▸ **Your goal**
Pick each line containing "main" out of the records.
◇ ◇ ◇ ◇ ◇ ◇ ◇
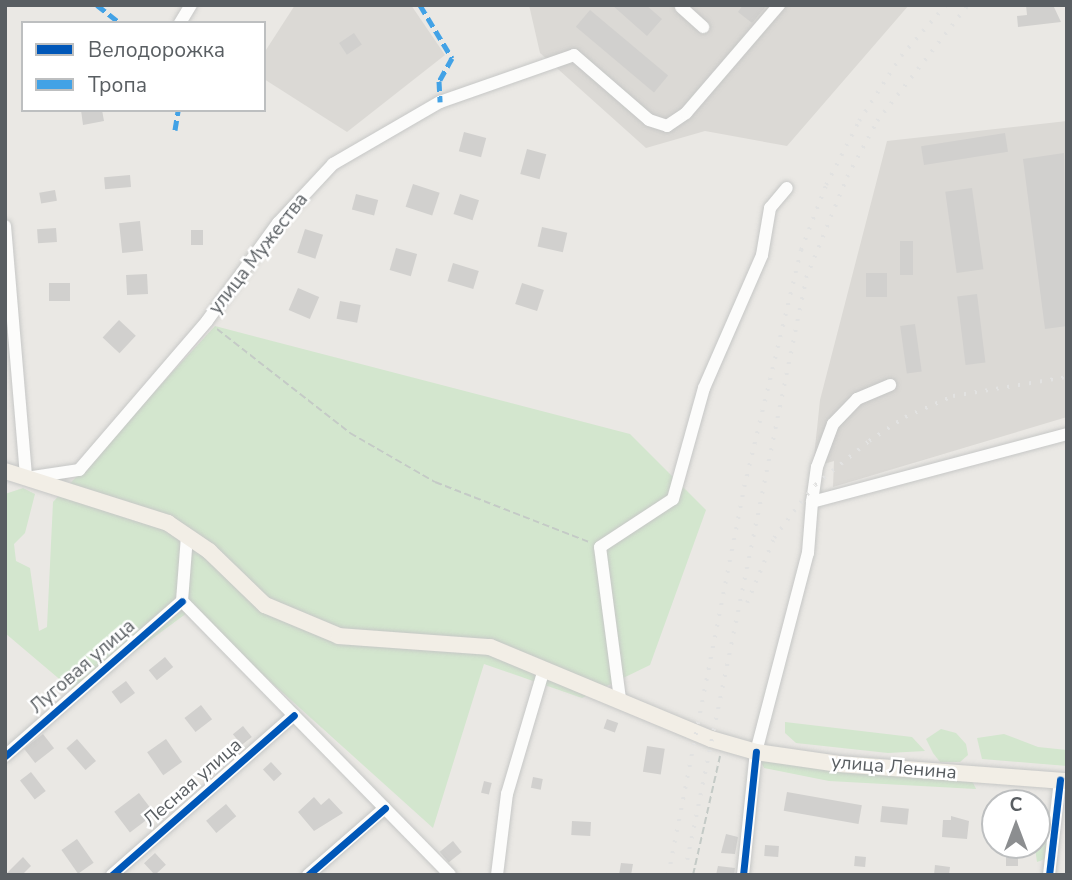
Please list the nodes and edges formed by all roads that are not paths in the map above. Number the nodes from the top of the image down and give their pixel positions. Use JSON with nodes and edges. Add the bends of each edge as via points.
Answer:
{"nodes":[{"id":1,"x":191,"y":5,"type":"edge"},
{"id":2,"x":779,"y":5,"type":"edge"},
{"id":3,"x":681,"y":6,"type":"edge"},
{"id":4,"x":181,"y":21,"type":"edge"},
{"id":5,"x":703,"y":26,"type":"dead end"},
{"id":6,"x":787,"y":188,"type":"dead end"},
{"id":7,"x":5,"y":226,"type":"edge"},
{"id":8,"x":890,"y":384,"type":"dead end"},
{"id":9,"x":1067,"y":434,"type":"edge"},
{"id":10,"x":5,"y":471,"type":"edge"},
{"id":11,"x":26,"y":478,"type":"junction"},
{"id":12,"x":813,"y":502,"type":"junction"},
{"id":13,"x":187,"y":536,"type":"junction"},
{"id":14,"x":182,"y":601,"type":"junction"},
{"id":15,"x":544,"y":669,"type":"junction"},
{"id":16,"x":620,"y":699,"type":"junction"},
{"id":17,"x":294,"y":715,"type":"junction"},
{"id":18,"x":756,"y":752,"type":"junction"},
{"id":19,"x":5,"y":756,"type":"edge"},
{"id":20,"x":1064,"y":781,"type":"edge"},
{"id":21,"x":385,"y":808,"type":"junction"},
{"id":22,"x":112,"y":875,"type":"edge"},
{"id":23,"x":308,"y":875,"type":"edge"},
{"id":24,"x":450,"y":875,"type":"edge"},
{"id":25,"x":497,"y":875,"type":"edge"},
{"id":26,"x":743,"y":875,"type":"edge"},
{"id":27,"x":1049,"y":875,"type":"edge"}],
"edges":[{"from":1,"to":4,"type":"street"},
{"from":2,"to":11,"type":"street","name":"улица Мужества","via":[[686,113],[667,126],[649,120],[574,55],[440,102],[333,164],[278,223],[207,321],[79,470]]},
{"from":3,"to":5,"type":"street"},
{"from":6,"to":16,"type":"street","via":[[770,208],[762,256],[704,388],[673,499],[600,547]]},
{"from":7,"to":11,"type":"street"},
{"from":8,"to":12,"type":"street","via":[[857,399],[833,424],[817,467]]},
{"from":9,"to":12,"type":"street"},
{"from":10,"to":11,"type":"main road","name":"улица Ленина"},
{"from":11,"to":13,"type":"main road","name":"улица Ленина","via":[[169,523]]},
{"from":12,"to":18,"type":"street","via":[[808,554]]},
{"from":13,"to":14,"type":"street"},
{"from":13,"to":15,"type":"main road","name":"улица Ленина","via":[[265,605],[339,636],[490,647]]},
{"from":14,"to":17,"type":"street"},
{"from":14,"to":19,"type":"street","name":"Луговая улица"},
{"from":15,"to":16,"type":"main road","name":"улица Ленина"},
{"from":15,"to":25,"type":"street","via":[[507,794]]},
{"from":16,"to":18,"type":"main road","name":"улица Ленина","via":[[723,743]]},
{"from":17,"to":21,"type":"street"},
{"from":17,"to":22,"type":"street","name":"Лесная улица"},
{"from":18,"to":20,"type":"main road","name":"улица Ленина","via":[[839,764]]},
{"from":18,"to":26,"type":"street"},
{"from":20,"to":27,"type":"street"},
{"from":21,"to":23,"type":"street"},
{"from":21,"to":24,"type":"street"}]}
◇ ◇ ◇ ◇ ◇ ◇ ◇
▸ **Task answer**
{"from":10,"to":11,"type":"main road","name":"улица Ленина"},
{"from":11,"to":13,"type":"main road","name":"улица Ленина","via":[[169,523]]},
{"from":13,"to":15,"type":"main road","name":"улица Ленина","via":[[265,605],[339,636],[490,647]]},
{"from":15,"to":16,"type":"main road","name":"улица Ленина"},
{"from":16,"to":18,"type":"main road","name":"улица Ленина","via":[[723,743]]},
{"from":18,"to":20,"type":"main road","name":"улица Ленина","via":[[839,764]]},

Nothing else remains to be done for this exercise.